Difference is Scary: Education as a Counter to Violence and for the Promotion of a Culture of Otherness
Vol. 15 No. 1 (2025)

How can we resist violence and persist in counteracting it, and indeed, expand the power and spread of education in the multiplicity of places of life and experience? How can we "enter" the mechanisms of construction of stereotypes and prejudices to try to deconstruct them, opposing them with logics and practices of real knowledge and mutual understanding?

Starting from an in-depth study of the construct of "difference," the authors are asked to explore the real possibilities of rewriting the relationships between genders, cultures, ages, and psychophysical differences. They should propose forms, languages, and contexts through which educational action can promote respect and recognition of all forms of otherness.

The childhood of dictatorships
Vol. 14 No. 2 (2024)

The latest data from the Democracy Index, edited by the Economist Intelligence Unit's, returns a patchy world map where only 6.4 percent of the world's population involved in the survey lives in contexts that can be considered “fully democratic”.


This obliges researchers to take a careful epistemic-methodological posture, marked by the analysis of the historical-material conditions of education, in order to derive the pedagogical patterns (explicit and implicit) that guide the formation of the imaginaries, ethical tables, and formae mentis of childhoods.


What does it mean “the childhood of dictatorships”? what childhoods are born and have been born in dictatorships? what “childhoods do dictatorships communicate”?

Living "without" working
Vol. 14 No. 1 (2024)

Can anyone live without work? Work is a common good, isn’t it?
It has been years since a famous volume by Rifkin titled “The End of Work” and Aronowitz's “Post-Work Manifesto” which envisioned a new society in which we work to live and do not live to work. While on the one hand, this increases complex phenomena such as unemployment and the substitution of machine for man, paradoxically, on the other, open up possibilities for rethinking the relationship between life and work, even to the point of considering the possibility of working less to live better.
This possibility, which, in the twenty-first century, especially in the post-pandemic era, has found its most extreme manifestation in the phenomena of great resignation and quiet quitting that tell of men and women willing to give up a secure job, to “work less” for quality work or to “distance themselves” and give new meaning to professional activity in order to recover and not lose the dignity of the subject-person and the quality of life.
But can one really live ”without” working?

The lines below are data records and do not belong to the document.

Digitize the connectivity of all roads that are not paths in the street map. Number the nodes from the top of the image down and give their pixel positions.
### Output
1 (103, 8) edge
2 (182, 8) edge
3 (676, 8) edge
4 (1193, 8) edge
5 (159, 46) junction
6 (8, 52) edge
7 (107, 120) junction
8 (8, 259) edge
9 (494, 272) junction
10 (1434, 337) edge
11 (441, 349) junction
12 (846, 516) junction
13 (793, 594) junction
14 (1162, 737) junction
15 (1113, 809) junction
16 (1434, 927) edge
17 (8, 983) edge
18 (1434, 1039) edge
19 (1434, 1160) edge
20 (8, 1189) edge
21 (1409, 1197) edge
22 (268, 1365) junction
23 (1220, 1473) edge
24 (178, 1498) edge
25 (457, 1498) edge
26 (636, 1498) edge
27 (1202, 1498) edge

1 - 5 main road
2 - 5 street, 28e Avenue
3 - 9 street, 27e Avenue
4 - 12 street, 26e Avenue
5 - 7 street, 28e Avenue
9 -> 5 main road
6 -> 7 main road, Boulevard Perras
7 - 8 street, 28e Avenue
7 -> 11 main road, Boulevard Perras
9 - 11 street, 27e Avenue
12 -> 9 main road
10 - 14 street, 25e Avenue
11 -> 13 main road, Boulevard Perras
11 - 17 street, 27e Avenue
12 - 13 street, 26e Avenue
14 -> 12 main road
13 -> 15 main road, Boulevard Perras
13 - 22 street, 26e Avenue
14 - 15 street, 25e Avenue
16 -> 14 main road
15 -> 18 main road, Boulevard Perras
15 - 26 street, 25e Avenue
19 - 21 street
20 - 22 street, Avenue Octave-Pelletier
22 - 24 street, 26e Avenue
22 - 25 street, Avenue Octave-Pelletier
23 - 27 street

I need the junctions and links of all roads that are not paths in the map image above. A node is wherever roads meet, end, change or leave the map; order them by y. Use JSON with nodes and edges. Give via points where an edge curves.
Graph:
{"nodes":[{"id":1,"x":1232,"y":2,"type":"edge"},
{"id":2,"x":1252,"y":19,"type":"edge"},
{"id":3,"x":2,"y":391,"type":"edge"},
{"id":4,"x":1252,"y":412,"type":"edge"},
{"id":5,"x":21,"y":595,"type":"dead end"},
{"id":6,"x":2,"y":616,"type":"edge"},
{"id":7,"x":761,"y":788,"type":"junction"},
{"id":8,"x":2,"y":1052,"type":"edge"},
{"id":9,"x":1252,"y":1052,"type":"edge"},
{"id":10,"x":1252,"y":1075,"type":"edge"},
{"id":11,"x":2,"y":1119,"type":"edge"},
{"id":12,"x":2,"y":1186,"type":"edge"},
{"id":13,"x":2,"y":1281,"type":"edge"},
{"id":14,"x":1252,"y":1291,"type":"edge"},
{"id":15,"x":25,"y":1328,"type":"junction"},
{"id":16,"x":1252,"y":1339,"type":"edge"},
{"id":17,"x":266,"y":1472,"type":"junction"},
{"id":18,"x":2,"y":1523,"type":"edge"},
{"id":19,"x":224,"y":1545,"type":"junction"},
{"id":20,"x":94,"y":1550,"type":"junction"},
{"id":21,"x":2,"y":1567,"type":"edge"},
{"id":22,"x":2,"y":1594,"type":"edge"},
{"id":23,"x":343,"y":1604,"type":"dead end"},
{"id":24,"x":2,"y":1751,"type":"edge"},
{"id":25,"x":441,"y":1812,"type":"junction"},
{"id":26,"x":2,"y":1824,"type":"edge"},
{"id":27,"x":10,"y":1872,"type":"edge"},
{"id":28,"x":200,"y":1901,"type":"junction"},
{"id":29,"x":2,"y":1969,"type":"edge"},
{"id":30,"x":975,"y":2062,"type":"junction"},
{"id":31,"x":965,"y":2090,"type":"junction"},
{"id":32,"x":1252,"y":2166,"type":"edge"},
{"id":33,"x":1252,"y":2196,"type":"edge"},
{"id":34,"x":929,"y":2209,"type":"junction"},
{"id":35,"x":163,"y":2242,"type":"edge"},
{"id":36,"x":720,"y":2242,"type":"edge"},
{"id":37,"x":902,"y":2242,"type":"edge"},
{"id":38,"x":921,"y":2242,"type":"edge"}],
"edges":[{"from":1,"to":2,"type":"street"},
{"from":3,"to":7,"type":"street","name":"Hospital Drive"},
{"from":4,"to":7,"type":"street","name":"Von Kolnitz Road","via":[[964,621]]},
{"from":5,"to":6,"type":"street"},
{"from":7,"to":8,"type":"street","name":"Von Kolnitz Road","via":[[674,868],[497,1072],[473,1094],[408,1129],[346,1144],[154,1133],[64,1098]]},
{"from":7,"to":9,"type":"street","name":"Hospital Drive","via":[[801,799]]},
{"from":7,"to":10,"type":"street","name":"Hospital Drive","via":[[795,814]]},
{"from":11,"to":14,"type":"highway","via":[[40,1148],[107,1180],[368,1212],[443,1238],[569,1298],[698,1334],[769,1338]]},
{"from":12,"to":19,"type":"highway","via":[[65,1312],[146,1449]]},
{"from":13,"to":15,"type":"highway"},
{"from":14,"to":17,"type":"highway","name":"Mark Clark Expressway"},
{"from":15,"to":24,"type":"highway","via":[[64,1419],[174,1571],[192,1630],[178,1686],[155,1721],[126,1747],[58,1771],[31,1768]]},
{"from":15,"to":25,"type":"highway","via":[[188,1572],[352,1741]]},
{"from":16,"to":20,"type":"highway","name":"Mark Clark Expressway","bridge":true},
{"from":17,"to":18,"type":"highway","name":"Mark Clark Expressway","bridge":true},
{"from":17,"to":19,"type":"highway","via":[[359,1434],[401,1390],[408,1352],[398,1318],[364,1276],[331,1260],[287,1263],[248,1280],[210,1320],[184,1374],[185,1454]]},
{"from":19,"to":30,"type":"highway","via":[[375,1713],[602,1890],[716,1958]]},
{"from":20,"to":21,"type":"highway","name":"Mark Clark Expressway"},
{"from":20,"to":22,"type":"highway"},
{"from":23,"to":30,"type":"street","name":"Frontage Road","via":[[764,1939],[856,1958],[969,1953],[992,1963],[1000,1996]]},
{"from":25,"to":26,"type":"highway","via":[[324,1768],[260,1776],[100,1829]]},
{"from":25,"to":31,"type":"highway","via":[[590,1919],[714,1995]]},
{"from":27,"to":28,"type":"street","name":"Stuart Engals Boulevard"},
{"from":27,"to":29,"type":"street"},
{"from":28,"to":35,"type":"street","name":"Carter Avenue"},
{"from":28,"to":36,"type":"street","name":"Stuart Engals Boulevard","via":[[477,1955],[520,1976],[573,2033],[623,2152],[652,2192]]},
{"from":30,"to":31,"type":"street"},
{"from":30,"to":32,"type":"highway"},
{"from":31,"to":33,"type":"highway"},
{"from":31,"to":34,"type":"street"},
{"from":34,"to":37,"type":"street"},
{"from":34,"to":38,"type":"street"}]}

“Ugly science” but still science. Limits and educational opportunities of scientific dissemination
Vol. 13 No. 2 (2023)

The importance of the function of scientific dissemination in contemporary society cannot be ignored. In recent years this practice, with a high educational value, has changed media and face in an impressive way, by the use, with increasing effectiveness, of information tools, which are increasingly used, especially by the young and very young people, to “get an idea” of the world around them.
The increased flow of information has naturally multiplied the risks and opportunities inherent in scientific dissemination, re-proposing age-old problems that urge pedagogy to promote a critical and problematizing habitus with respect to both the fruition of mainstream content and its production for the broad audience of users.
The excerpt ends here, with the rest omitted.